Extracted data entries

*** Begin section ***

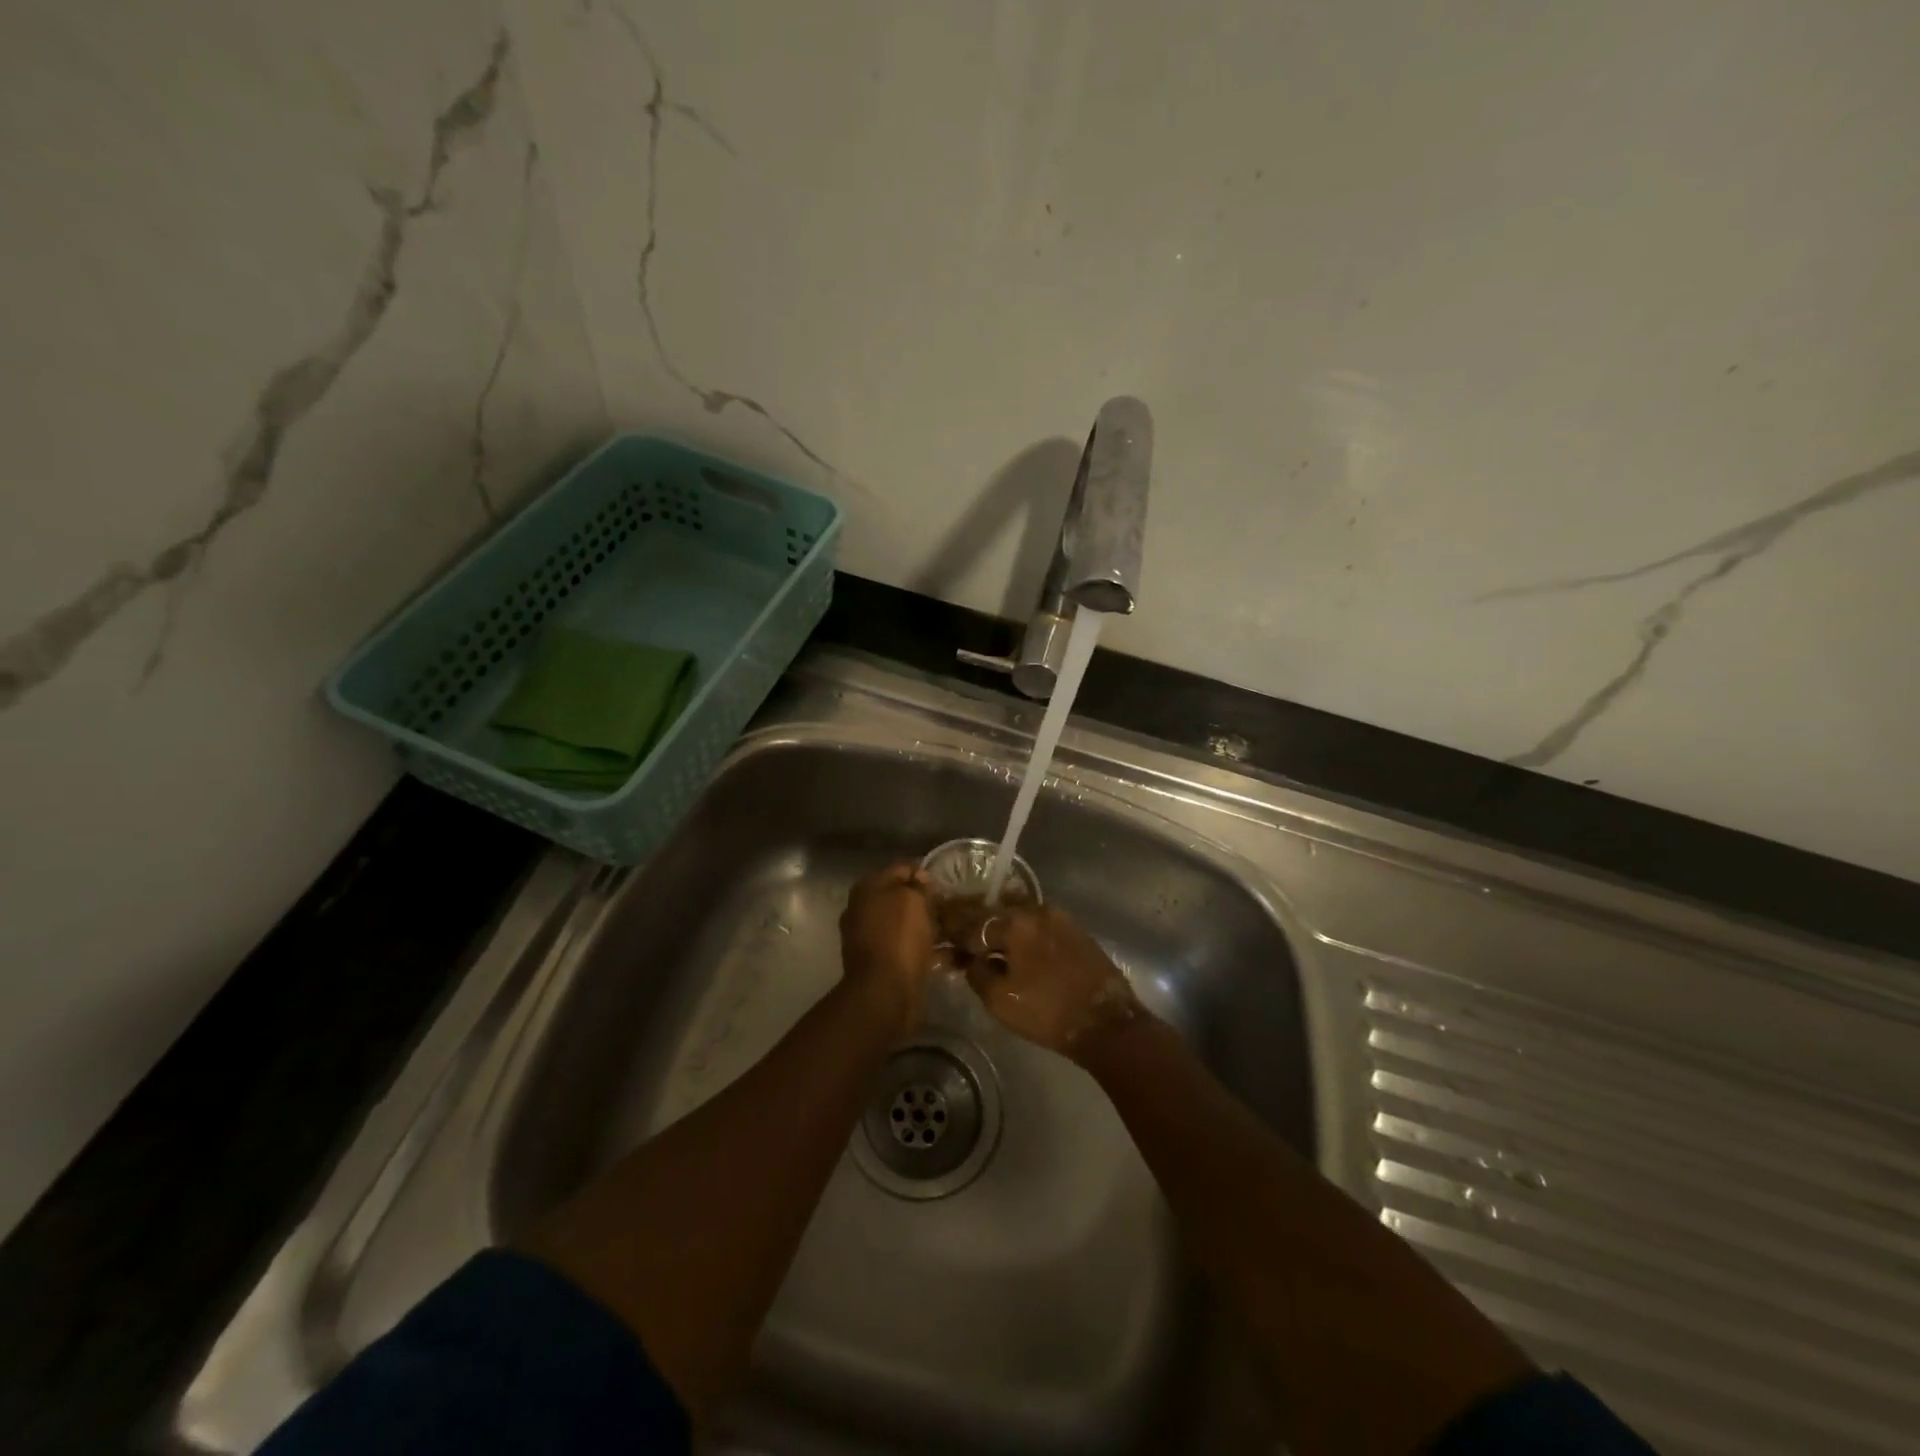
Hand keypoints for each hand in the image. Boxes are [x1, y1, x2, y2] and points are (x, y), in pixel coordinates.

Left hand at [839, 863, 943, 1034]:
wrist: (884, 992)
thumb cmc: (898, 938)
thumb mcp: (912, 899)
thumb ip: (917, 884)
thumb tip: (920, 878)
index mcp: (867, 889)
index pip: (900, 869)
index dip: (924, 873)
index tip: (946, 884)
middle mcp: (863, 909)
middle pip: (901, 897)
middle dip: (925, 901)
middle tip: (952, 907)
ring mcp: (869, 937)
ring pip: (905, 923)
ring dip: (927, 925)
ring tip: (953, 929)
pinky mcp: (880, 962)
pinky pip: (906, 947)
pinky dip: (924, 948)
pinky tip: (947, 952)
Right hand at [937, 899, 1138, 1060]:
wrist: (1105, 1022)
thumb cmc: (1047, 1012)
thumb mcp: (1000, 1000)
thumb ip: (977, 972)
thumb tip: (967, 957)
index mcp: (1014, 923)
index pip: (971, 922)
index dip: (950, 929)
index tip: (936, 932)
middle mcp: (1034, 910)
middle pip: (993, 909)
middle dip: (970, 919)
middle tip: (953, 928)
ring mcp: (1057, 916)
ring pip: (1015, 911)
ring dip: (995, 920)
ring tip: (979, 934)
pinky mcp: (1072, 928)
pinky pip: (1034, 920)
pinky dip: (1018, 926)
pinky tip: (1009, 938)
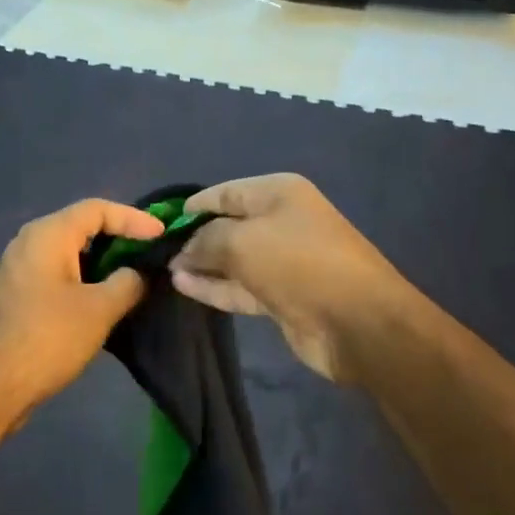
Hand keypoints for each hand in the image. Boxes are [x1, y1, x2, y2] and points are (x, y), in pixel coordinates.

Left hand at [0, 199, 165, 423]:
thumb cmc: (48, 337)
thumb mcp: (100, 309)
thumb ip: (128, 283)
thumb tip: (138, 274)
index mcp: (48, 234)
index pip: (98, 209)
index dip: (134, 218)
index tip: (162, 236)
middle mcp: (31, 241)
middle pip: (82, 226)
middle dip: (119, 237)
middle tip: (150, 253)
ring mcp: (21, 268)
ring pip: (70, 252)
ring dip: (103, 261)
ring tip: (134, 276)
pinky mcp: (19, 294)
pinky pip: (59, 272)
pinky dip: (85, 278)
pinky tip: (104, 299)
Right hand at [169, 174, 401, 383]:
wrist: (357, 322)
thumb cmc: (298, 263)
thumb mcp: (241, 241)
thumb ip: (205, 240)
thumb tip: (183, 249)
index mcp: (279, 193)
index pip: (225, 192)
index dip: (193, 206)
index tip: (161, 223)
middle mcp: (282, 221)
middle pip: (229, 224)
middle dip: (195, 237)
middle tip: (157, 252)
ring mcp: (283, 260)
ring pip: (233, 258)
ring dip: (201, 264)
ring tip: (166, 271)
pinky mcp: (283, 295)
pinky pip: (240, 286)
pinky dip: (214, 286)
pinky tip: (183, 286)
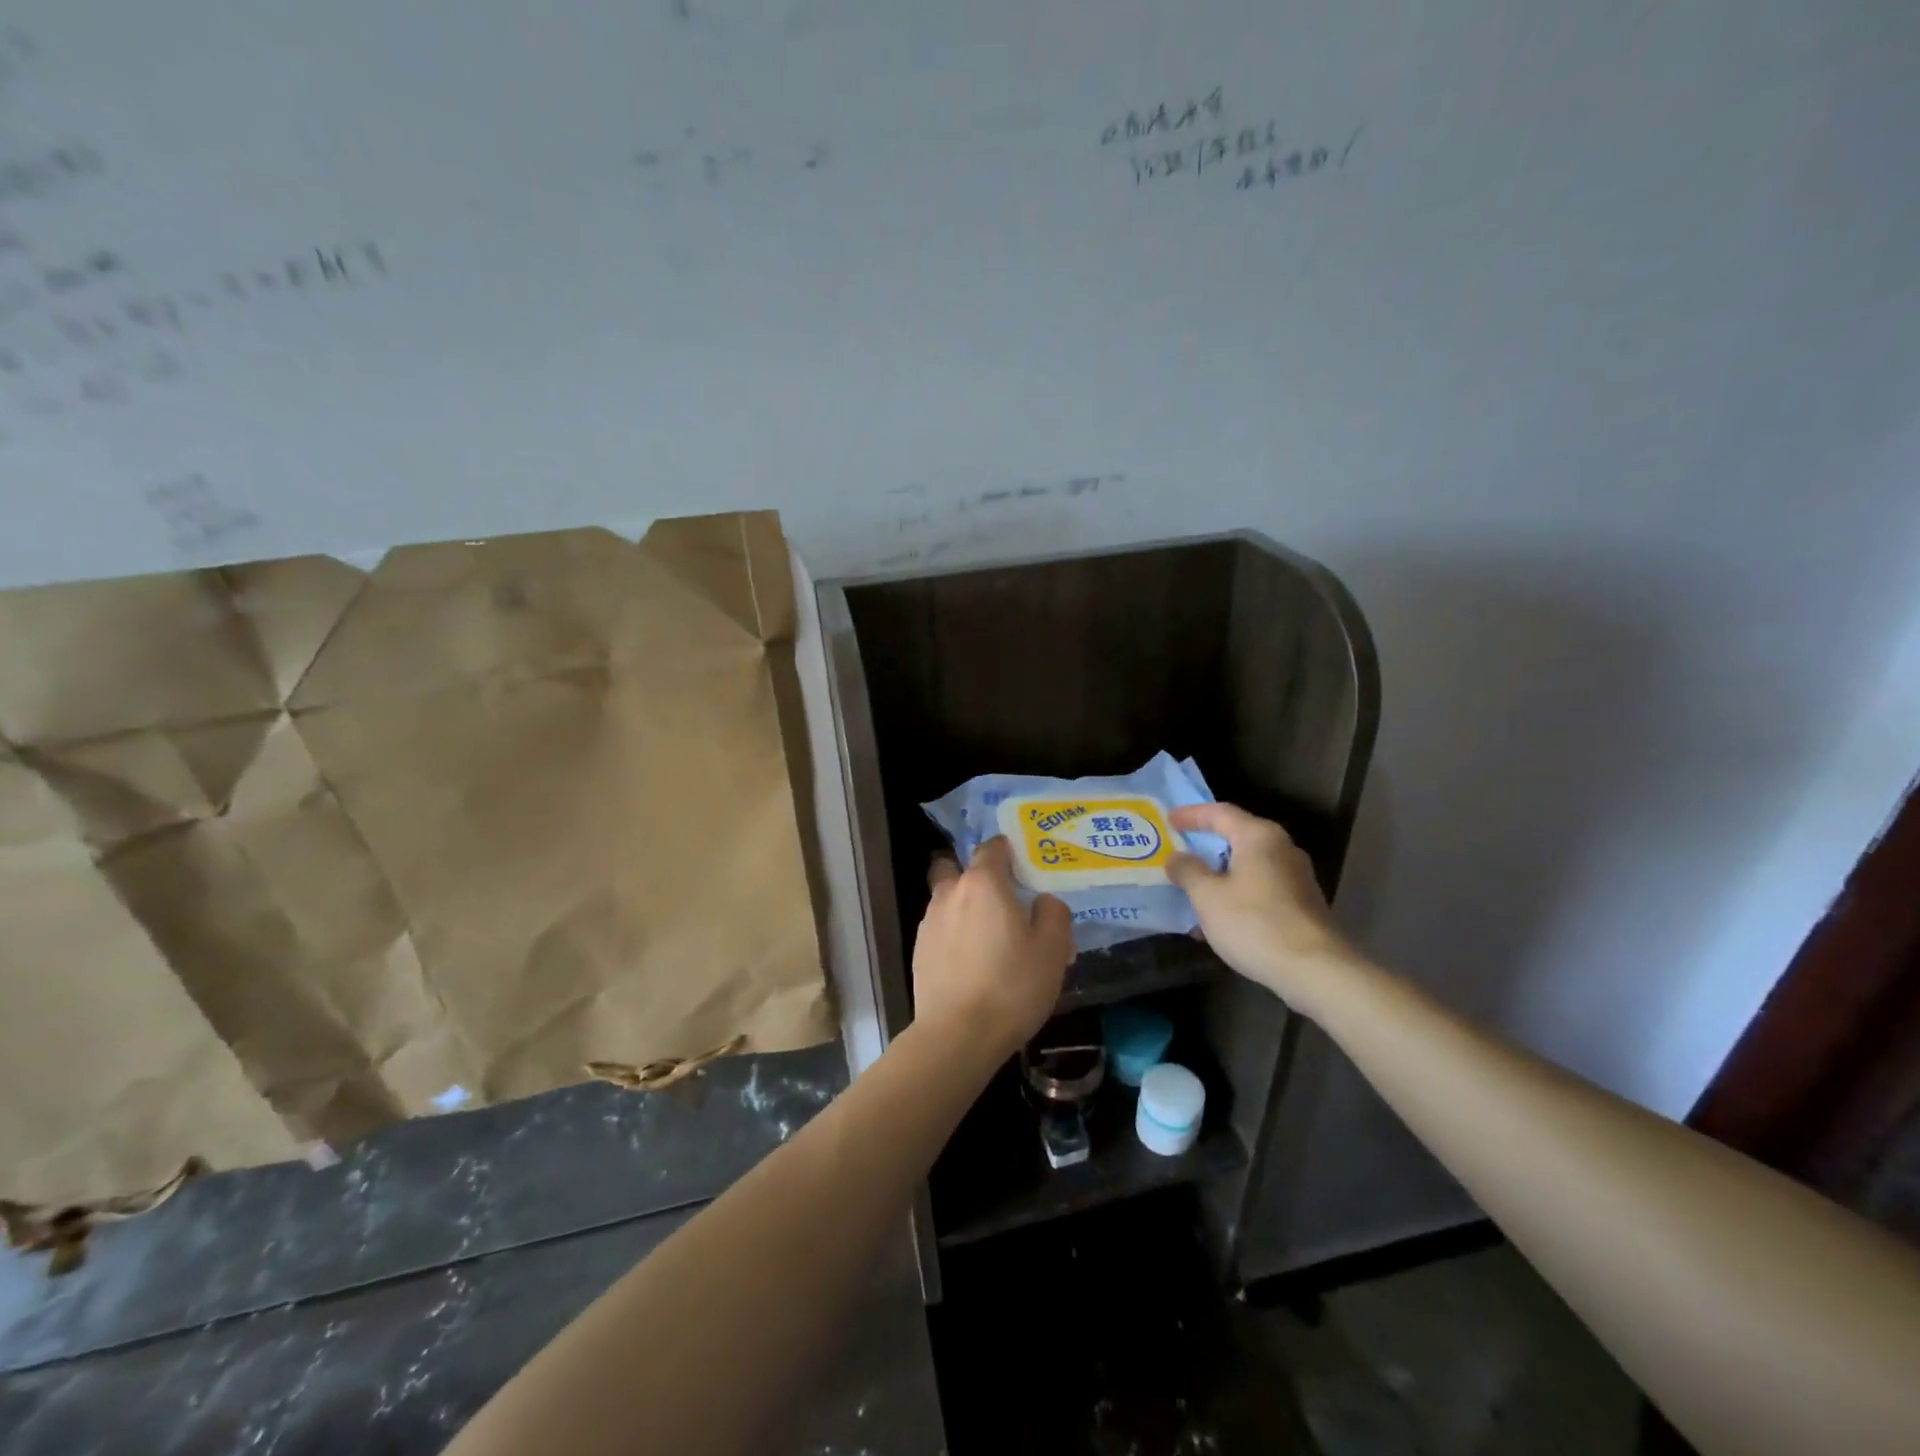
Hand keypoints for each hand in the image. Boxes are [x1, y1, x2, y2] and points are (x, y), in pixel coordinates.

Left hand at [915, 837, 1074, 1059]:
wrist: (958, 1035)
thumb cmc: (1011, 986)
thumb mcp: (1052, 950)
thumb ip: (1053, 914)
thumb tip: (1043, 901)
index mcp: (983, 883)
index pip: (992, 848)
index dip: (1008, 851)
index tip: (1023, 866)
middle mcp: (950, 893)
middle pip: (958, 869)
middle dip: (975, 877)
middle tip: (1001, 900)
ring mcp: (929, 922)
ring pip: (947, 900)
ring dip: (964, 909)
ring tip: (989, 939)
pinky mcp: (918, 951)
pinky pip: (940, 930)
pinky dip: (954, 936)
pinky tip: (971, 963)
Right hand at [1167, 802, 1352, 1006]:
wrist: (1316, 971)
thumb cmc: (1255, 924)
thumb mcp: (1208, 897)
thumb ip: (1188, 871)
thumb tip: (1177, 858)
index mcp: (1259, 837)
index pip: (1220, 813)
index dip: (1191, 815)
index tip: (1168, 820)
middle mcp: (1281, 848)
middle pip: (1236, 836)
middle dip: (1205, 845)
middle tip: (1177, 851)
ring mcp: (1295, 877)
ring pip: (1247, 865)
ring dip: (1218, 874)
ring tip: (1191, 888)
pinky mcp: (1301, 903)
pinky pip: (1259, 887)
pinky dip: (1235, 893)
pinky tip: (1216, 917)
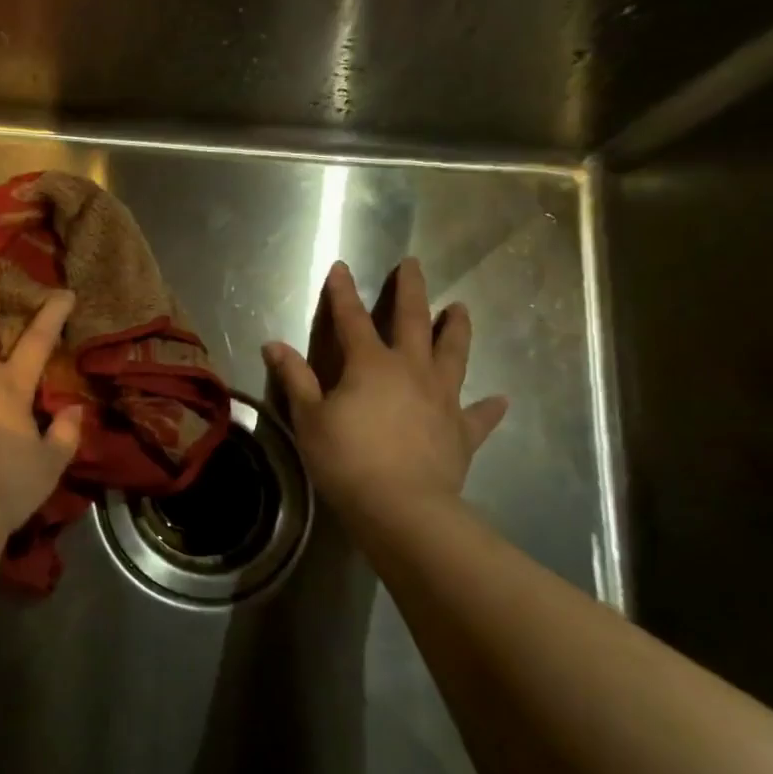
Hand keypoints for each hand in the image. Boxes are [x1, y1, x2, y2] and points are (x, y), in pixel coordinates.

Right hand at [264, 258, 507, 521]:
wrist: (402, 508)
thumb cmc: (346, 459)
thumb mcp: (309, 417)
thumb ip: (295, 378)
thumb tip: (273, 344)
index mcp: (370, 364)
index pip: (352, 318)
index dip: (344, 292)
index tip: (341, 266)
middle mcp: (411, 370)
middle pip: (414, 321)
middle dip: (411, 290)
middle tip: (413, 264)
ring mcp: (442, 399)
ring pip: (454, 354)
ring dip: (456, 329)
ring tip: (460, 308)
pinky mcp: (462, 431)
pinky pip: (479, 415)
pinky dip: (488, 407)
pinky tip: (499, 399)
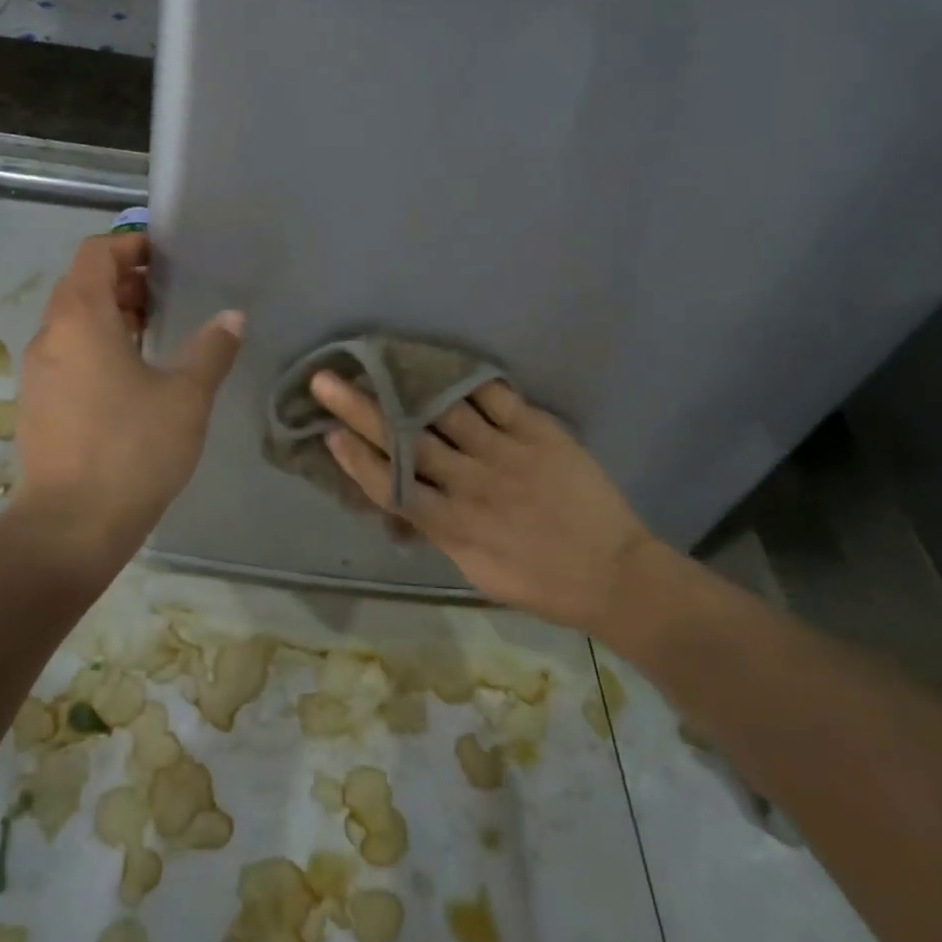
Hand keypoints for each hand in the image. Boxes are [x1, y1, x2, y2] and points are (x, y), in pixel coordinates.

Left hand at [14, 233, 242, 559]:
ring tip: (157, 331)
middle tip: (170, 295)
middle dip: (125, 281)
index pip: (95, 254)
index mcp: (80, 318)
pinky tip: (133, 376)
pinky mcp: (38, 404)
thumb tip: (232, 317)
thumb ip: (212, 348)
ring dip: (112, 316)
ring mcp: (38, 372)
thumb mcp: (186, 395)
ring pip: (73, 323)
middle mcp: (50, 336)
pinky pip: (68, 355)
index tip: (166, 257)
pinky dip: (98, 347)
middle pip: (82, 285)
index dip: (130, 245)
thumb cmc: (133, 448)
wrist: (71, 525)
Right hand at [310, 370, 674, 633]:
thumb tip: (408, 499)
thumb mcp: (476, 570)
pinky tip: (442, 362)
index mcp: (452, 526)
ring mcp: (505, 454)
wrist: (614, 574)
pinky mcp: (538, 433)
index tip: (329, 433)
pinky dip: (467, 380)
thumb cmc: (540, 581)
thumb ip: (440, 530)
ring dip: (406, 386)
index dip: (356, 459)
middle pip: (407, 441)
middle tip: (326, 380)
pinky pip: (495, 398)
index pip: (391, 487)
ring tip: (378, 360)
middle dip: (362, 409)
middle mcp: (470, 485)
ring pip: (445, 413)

*** End section ***

Could you copy every line from the records that mentions the word "Left"?

Your response:
Left hand at [839, 863, 943, 1034]:
Left hand at [0, 199, 165, 423]:
Left hand at [915, 837, 1074, 1059]:
Left hand at [14, 233, 242, 559]:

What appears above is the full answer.